Dürbaum | Anfangen müssen wir bei uns selbst. Das innerbetriebliche Netzwerk unserer Vertrauensleute muss enger geknüpft werden und darf nicht nur während der Tarifauseinandersetzung aktiviert werden. Gewerkschaft im Betrieb hat mehr Facetten und muss das ganze Jahr über erlebbar sein: durch die Haltung, eine lebendige Diskussionskultur und in gemeinsamen Freizeitaktivitäten. Wir brauchen den Kontakt zu anderen tarifgebundenen Einzelhandelsbetrieben im Stadtteil. Dann streikt nicht mehr nur Karstadt, sondern der Einzelhandel in Eimsbüttel. Unser ehemaliges Lager wird jetzt von DHL betrieben. Es muss möglich sein, die Tarifrunden so zu koordinieren, dass Aktionen dort bei unserer Auseinandersetzung helfen. Eine branchenübergreifende Koordination und gegenseitige Unterstützung - da kann ich mir eine Menge vorstellen. In Hamburg gab es z.B. eine regionale Streikleitung, die sich sehr bewährt hat. Warum nicht auch bundesweit? Wir müssen unberechenbarer und flexibler werden, damit der Arbeitgeber nicht mehr mit Gegenmaßnahmen reagieren kann. Ein Beispiel: Die KollegInnen verlassen ihren Arbeitsplatz spontan ab 11 Uhr und gehen nach Hause!

ver.di PUBLIK | Mit solchen Aktivitäten habt ihr die Kunden und die Öffentlichkeit noch nicht auf eurer Seite.

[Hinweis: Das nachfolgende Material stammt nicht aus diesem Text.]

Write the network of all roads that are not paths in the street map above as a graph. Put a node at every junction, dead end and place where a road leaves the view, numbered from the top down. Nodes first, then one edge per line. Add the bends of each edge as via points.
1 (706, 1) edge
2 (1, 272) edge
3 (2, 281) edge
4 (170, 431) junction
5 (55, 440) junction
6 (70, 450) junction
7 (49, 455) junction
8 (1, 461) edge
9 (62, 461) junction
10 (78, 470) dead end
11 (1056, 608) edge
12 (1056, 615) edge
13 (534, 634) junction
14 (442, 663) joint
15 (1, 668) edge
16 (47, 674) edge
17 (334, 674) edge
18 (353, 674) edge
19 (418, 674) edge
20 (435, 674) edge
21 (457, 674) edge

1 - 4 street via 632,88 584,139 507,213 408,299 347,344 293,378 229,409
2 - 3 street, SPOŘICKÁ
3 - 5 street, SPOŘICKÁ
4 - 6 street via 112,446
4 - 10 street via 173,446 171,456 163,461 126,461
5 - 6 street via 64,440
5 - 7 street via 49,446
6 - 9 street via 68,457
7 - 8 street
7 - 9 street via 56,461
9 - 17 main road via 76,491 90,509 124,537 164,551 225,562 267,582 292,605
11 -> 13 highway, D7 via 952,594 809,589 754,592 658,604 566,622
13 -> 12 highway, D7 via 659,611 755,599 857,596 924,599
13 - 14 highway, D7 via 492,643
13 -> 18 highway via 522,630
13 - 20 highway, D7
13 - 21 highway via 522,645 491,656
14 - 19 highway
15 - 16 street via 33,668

Dürbaum | Stimmt! Aber es gibt Ansätze. In Hamburg fand eine Streikversammlung in einer Kirche statt, und der Gemeindepastor hat seine Solidarität mit unseren Streikzielen zum Ausdruck gebracht. In etlichen Städten haben sich lokale Künstler und örtliche Politiker solidarisch erklärt. Mein Wunschszenario für Hamburg: Karstadt streikt! Auf dem Gerhart-Hauptmann-Platz findet eine Diskussionsveranstaltung zur Arbeitssituation im Handel vor 1000 Interessierten statt. Künstler und Politiker verteilen Solidaritätserklärungen in der Mönckebergstraße. In der Spitalerstraße treten Theatergruppen auf. Ganz Hamburg steht im Zeichen des Einzelhandels, weil ver.di alle Kräfte bündelt, um uns zu unterstützen. Ich weiß, ich fange an zu träumen. Aber wir haben uns in Hamburg auf den Weg gemacht, dass aus solchen Träumen nach und nach Realität werden kann.